A Predictive Model for Steady-State Multiphase Pipe Flow: Machine Learning on Lab Data

Engineering simulators used for steady-state multiphase pipe flows are commonly utilized to predict pressure drop. Such simulators are typically based on either empirical correlations or first-principles mechanistic models. The simulators allow evaluating the pressure drop in multiphase pipe flow with acceptable accuracy. However, the only shortcoming of these correlations and mechanistic models is their applicability. In order to extend the applicability and the accuracy of the existing accessible methods, a method of pressure drop calculation in the pipeline is proposed. The method is based on well segmentation and calculation of the pressure gradient in each segment using three surrogate models based on Machine Learning algorithms trained on a representative lab data set from the open literature. The first model predicts the value of a liquid holdup in the segment, the second one determines the flow pattern, and the third one is used to estimate the pressure gradient. To build these models, several ML algorithms are trained such as Random Forest, Gradient Boosting Decision Trees, Support Vector Machine, and Artificial Neural Network, and their predictive abilities are cross-compared. The proposed method for pressure gradient calculation yields $R^2 = 0.95$ by using the Gradient Boosting algorithm as compared with $R^2 = 0.92$ in case of Mukherjee and Brill correlation and $R^2 = 0.91$ when a combination of Ansari and Xiao mechanistic models is utilized.
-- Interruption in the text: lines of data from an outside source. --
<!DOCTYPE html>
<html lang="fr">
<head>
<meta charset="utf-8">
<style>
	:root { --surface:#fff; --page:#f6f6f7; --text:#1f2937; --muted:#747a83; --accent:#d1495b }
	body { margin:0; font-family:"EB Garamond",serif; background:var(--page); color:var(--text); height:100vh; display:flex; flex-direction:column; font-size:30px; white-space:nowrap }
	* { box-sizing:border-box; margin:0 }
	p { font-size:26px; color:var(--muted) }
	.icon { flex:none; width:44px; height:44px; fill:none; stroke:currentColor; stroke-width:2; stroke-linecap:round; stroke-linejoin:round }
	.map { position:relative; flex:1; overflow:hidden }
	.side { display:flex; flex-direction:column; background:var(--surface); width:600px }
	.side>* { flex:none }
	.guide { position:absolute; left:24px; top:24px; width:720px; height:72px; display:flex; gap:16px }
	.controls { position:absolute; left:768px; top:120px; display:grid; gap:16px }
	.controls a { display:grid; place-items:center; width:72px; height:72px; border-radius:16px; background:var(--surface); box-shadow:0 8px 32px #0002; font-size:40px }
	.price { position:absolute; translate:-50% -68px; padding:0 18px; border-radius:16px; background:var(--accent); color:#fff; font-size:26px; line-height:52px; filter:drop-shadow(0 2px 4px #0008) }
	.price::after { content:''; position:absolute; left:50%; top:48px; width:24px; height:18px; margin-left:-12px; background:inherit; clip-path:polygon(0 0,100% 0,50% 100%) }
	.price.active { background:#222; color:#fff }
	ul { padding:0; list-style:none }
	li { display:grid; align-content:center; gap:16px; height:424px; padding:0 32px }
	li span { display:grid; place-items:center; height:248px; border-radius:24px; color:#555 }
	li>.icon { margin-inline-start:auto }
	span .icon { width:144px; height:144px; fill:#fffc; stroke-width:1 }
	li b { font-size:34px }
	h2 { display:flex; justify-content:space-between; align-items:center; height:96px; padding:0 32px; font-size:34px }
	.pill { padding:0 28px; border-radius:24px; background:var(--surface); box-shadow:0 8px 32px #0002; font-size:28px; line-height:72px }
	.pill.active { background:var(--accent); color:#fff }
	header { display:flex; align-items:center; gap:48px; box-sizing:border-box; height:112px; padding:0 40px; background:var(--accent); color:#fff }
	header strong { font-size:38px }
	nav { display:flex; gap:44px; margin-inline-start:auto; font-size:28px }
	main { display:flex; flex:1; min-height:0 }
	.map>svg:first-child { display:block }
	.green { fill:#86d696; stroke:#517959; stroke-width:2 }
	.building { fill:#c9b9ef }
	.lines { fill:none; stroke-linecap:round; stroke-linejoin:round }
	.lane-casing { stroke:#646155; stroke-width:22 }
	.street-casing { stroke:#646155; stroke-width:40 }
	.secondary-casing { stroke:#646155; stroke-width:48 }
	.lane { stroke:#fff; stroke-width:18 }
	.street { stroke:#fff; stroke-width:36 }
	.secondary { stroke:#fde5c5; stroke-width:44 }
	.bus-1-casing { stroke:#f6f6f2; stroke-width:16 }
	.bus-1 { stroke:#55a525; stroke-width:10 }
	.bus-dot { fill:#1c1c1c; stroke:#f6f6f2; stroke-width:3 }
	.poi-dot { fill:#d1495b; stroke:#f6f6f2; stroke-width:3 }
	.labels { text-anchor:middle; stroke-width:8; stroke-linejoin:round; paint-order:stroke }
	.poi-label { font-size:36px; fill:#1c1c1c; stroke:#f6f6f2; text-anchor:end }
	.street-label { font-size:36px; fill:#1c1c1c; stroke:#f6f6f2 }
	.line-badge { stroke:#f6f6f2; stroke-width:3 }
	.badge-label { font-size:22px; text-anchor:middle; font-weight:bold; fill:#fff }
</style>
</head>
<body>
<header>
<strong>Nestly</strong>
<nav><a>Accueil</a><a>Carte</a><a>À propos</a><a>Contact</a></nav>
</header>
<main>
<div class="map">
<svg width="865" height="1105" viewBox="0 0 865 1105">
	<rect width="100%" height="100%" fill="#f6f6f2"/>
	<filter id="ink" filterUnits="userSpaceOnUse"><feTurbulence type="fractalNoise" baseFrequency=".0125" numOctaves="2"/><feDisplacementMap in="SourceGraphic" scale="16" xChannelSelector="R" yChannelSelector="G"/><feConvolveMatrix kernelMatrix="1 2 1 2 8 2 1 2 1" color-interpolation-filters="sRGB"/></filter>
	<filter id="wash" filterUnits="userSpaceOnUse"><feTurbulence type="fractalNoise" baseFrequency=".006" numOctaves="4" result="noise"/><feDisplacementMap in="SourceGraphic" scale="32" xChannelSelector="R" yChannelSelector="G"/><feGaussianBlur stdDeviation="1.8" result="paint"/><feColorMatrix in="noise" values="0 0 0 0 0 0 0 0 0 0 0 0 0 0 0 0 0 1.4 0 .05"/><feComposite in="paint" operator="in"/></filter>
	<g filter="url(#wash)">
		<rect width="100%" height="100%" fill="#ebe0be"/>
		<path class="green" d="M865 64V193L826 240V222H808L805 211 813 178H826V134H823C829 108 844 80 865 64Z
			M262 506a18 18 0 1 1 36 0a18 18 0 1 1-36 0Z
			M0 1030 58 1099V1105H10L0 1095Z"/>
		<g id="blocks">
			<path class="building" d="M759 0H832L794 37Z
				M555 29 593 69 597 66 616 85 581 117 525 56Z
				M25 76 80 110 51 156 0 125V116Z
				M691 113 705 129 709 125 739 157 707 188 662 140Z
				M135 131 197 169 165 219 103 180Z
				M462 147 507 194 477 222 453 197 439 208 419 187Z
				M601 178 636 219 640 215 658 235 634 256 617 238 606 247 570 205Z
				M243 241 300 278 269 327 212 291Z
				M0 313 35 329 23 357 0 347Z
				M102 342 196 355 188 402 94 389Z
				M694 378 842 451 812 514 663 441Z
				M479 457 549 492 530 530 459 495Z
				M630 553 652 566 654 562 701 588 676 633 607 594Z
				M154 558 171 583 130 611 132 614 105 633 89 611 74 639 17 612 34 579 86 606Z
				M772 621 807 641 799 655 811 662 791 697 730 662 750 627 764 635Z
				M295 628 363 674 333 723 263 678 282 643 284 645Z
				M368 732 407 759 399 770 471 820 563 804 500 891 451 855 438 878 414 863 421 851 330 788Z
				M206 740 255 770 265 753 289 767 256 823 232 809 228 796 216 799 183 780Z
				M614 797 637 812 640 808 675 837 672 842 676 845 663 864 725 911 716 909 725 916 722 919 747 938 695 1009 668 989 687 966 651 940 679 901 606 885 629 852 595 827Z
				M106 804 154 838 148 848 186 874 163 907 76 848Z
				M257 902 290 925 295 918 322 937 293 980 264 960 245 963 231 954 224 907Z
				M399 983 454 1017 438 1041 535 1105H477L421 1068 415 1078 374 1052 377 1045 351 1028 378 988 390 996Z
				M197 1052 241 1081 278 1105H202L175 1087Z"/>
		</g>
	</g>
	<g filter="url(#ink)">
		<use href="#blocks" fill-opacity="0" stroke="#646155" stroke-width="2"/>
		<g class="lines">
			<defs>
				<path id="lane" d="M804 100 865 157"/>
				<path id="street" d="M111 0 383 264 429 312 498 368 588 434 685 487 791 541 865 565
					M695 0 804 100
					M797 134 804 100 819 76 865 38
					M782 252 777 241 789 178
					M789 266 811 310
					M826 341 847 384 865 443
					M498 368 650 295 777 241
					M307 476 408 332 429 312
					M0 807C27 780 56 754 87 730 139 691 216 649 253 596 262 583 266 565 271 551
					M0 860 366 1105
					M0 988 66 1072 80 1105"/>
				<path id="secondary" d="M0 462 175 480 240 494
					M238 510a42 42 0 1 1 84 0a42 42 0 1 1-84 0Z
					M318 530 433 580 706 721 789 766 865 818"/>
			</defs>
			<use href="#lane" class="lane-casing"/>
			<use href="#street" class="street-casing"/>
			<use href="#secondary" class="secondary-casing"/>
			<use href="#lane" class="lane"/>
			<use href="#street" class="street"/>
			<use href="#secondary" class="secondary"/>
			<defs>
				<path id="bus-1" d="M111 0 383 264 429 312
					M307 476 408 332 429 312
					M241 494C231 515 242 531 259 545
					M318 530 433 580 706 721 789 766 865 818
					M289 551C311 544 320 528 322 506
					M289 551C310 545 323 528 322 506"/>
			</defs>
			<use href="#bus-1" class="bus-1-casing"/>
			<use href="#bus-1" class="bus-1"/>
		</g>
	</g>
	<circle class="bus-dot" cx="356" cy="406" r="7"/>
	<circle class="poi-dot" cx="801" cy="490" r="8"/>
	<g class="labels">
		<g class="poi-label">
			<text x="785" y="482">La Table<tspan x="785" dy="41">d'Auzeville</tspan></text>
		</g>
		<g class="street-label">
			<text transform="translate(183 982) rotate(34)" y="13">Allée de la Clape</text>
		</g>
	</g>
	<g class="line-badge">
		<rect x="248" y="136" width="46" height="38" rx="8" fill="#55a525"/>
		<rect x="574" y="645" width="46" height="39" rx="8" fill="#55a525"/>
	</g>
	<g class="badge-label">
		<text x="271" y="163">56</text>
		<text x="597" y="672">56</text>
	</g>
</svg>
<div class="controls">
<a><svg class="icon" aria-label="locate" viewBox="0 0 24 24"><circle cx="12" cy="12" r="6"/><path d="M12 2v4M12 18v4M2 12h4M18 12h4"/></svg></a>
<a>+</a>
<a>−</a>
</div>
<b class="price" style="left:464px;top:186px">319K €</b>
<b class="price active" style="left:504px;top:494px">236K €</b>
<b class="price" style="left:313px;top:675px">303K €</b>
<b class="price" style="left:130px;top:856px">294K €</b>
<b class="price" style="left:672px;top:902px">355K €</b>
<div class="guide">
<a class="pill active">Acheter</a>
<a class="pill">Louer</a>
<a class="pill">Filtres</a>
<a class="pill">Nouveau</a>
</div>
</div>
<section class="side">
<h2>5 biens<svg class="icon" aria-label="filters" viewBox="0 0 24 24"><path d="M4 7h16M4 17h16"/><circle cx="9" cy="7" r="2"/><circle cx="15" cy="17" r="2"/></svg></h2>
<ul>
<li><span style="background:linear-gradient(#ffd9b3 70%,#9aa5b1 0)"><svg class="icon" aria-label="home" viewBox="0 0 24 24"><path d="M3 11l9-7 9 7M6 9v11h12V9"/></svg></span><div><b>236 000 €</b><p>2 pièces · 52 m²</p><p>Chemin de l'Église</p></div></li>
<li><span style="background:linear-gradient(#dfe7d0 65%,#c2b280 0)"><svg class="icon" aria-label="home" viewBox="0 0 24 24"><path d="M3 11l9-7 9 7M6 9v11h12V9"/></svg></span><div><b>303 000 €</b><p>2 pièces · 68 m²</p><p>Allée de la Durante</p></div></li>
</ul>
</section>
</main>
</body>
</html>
The method for pressure drop prediction is also validated on three real field cases. Validation indicates that the proposed model yields the following coefficients of determination: $R^2 = 0.806, 0.815$ and 0.99 as compared with the highest values obtained by commonly used techniques: $R^2 = 0.82$ (Beggs and Brill correlation), $R^2 = 0.823$ (Mukherjee and Brill correlation) and $R^2 = 0.98$ (Beggs and Brill correlation).